- **Task prompt**: Exclude the pictures and retype the entries as written.

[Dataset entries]

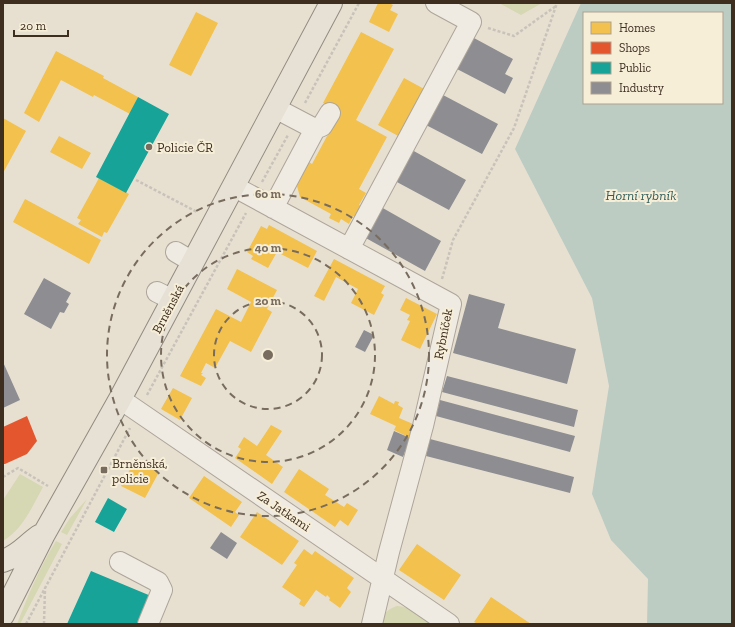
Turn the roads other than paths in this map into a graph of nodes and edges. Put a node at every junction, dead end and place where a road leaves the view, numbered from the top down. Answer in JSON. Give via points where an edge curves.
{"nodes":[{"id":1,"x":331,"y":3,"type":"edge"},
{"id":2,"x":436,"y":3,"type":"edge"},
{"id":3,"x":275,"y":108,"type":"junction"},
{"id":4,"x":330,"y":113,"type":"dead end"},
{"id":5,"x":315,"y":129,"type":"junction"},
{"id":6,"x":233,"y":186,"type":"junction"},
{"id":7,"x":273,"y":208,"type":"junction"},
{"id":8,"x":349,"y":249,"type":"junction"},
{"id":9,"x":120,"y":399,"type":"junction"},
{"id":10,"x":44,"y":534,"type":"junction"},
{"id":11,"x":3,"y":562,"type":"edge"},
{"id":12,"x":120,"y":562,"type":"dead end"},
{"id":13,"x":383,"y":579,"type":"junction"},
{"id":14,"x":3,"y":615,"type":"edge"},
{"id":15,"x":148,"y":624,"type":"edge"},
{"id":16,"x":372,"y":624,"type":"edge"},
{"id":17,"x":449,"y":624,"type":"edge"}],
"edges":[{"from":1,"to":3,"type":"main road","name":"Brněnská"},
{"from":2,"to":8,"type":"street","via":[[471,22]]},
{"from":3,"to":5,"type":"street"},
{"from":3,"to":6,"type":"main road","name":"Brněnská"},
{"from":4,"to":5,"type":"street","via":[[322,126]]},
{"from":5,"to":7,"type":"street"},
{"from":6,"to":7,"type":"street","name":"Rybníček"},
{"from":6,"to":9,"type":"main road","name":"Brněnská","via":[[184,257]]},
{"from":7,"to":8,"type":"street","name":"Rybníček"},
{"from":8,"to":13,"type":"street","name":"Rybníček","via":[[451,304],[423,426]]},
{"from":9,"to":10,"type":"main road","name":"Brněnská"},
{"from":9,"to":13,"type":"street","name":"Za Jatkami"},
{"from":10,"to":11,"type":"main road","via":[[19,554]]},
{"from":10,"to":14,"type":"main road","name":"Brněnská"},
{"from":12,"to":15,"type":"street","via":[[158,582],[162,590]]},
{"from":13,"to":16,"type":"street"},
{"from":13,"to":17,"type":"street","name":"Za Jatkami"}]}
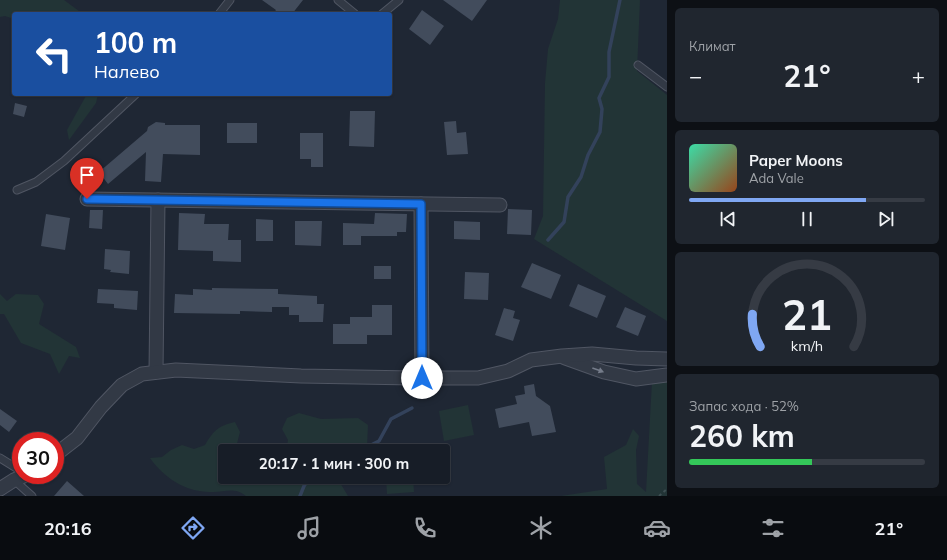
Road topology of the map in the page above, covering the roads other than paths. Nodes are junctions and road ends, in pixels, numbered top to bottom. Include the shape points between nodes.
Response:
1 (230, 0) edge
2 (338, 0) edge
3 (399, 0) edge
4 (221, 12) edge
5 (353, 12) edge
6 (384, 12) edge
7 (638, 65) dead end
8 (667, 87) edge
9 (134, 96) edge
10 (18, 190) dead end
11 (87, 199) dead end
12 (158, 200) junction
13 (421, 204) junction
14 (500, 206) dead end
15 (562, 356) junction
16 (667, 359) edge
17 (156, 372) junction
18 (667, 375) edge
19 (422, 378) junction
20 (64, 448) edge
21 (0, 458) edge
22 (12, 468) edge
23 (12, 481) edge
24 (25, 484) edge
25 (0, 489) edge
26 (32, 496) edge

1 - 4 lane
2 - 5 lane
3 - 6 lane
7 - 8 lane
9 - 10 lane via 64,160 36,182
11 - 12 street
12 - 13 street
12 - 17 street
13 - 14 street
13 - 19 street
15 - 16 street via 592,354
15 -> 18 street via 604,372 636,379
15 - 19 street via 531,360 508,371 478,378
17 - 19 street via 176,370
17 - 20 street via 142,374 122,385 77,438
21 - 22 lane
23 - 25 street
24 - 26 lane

- **Answer to this problem**:
Turn the roads other than paths in this map into a graph of nodes and edges. Put a node at every junction, dead end and place where a road leaves the view, numbered from the top down. Answer in JSON. Give via points where an edge curves.
{"nodes":[{"id":1,"x":331,"y":3,"type":"edge"},
{"id":2,"x":436,"y":3,"type":"edge"},
{"id":3,"x":275,"y":108,"type":"junction"},
{"id":4,"x":330,"y":113,"type":"dead end"},
{"id":5,"x":315,"y":129,"type":"junction"},
{"id":6,"x":233,"y":186,"type":"junction"},
{"id":7,"x":273,"y":208,"type":"junction"},
{"id":8,"x":349,"y":249,"type":"junction"},
{"id":9,"x":120,"y":399,"type":"junction"},
{"id":10,"x":44,"y":534,"type":"junction"},
{"id":11,"x":3,"y":562,"type":"edge"},
{"id":12,"x":120,"y":562,"type":"dead end"},
{"id":13,"x":383,"y":579,"type":"junction"},
{"id":14,"x":3,"y":615,"type":"edge"},
{"id":15,"x":148,"y":624,"type":"edge"},
{"id":16,"x":372,"y":624,"type":"edge"},
{"id":17,"x":449,"y":624,"type":"edge"}],
"edges":[{"from":1,"to":3,"type":"main road","name":"Brněnská"},
{"from":2,"to":8,"type":"street","via":[[471,22]]},
{"from":3,"to":5,"type":"street"},
{"from":3,"to":6,"type":"main road","name":"Brněnská"},
{"from":4,"to":5,"type":"street","via":[[322,126]]},
{"from":5,"to":7,"type":"street"},
{"from":6,"to":7,"type":"street","name":"Rybníček"},
{"from":6,"to":9,"type":"main road","name":"Brněnská","via":[[184,257]]},
{"from":7,"to":8,"type":"street","name":"Rybníček"},
{"from":8,"to":13,"type":"street","name":"Rybníček","via":[[451,304],[423,426]]},
{"from":9,"to":10,"type":"main road","name":"Brněnská"},
{"from":9,"to":13,"type":"street","name":"Za Jatkami"},
{"from":10,"to":11,"type":"main road","via":[[19,554]]},
{"from":10,"to":14,"type":"main road","name":"Brněnská"},
{"from":12,"to":15,"type":"street","via":[[158,582],[162,590]]},
{"from":13,"to":16,"type":"street"},
{"from":13,"to":17,"type":"street","name":"Za Jatkami"}]}
Road topology of the map in the page above, covering the roads other than paths. Nodes are junctions and road ends, in pixels, numbered top to bottom. Include the shape points between nodes.
Response:
1 (230, 0) edge
2 (338, 0) edge
3 (399, 0) edge
4 (221, 12) edge
5 (353, 12) edge
6 (384, 12) edge
7 (638, 65) dead end
8 (667, 87) edge
9 (134, 96) edge
10 (18, 190) dead end
11 (87, 199) dead end
12 (158, 200) junction
13 (421, 204) junction
14 (500, 206) dead end
15 (562, 356) junction
16 (667, 359) edge
17 (156, 372) junction
18 (667, 375) edge
19 (422, 378) junction
20 (64, 448) edge
21 (0, 458) edge
22 (12, 468) edge
23 (12, 481) edge
24 (25, 484) edge
25 (0, 489) edge
26 (32, 496) edge

1 - 4 lane
2 - 5 lane
3 - 6 lane
7 - 8 lane
9 - 10 lane via 64,160 36,182
11 - 12 street
12 - 13 street
12 - 17 street
13 - 14 street
13 - 19 street
15 - 16 street via 592,354
15 -> 18 street via 604,372 636,379
15 - 19 street via 531,360 508,371 478,378
17 - 19 street via 176,370
17 - 20 street via 142,374 122,385 77,438
21 - 22 lane
23 - 25 street
24 - 26 lane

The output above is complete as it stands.